YOUR INSTRUCTIONS → Return, from the material below, each line in which the word "roads" is present.

PROVIDED MATERIAL →
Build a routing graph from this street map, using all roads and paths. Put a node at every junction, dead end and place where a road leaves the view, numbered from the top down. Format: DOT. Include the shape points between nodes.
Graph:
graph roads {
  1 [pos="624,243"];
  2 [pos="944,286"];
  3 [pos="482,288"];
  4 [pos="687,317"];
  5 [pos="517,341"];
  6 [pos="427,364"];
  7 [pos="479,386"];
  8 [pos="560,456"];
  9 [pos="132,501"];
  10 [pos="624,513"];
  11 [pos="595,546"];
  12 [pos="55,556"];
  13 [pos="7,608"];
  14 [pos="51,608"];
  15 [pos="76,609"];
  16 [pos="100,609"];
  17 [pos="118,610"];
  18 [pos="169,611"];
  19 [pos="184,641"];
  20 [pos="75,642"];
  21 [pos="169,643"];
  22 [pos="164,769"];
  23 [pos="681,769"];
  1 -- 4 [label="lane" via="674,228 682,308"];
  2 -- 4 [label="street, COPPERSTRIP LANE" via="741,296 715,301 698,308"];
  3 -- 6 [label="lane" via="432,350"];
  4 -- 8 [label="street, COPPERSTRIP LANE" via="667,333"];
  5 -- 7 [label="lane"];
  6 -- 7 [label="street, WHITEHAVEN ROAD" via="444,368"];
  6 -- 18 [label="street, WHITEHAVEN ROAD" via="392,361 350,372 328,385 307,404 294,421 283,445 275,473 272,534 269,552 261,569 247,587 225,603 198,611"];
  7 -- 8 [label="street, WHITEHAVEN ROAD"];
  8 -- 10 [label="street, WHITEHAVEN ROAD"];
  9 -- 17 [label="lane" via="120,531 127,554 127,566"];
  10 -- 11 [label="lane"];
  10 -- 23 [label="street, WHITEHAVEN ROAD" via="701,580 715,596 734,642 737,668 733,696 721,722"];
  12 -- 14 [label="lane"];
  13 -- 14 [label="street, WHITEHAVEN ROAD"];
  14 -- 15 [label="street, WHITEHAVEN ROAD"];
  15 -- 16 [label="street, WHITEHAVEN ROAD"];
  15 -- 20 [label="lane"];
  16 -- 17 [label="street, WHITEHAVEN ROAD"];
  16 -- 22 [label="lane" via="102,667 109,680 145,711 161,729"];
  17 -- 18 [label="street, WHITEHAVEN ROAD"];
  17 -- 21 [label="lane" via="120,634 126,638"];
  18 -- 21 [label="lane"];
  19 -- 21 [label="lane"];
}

WRITTEN ANSWER →
Build a routing graph from this street map, using all roads and paths. Put a node at every junction, dead end and place where a road leaves the view, numbered from the top down. Format: DOT. Include the shape points between nodes.
graph roads {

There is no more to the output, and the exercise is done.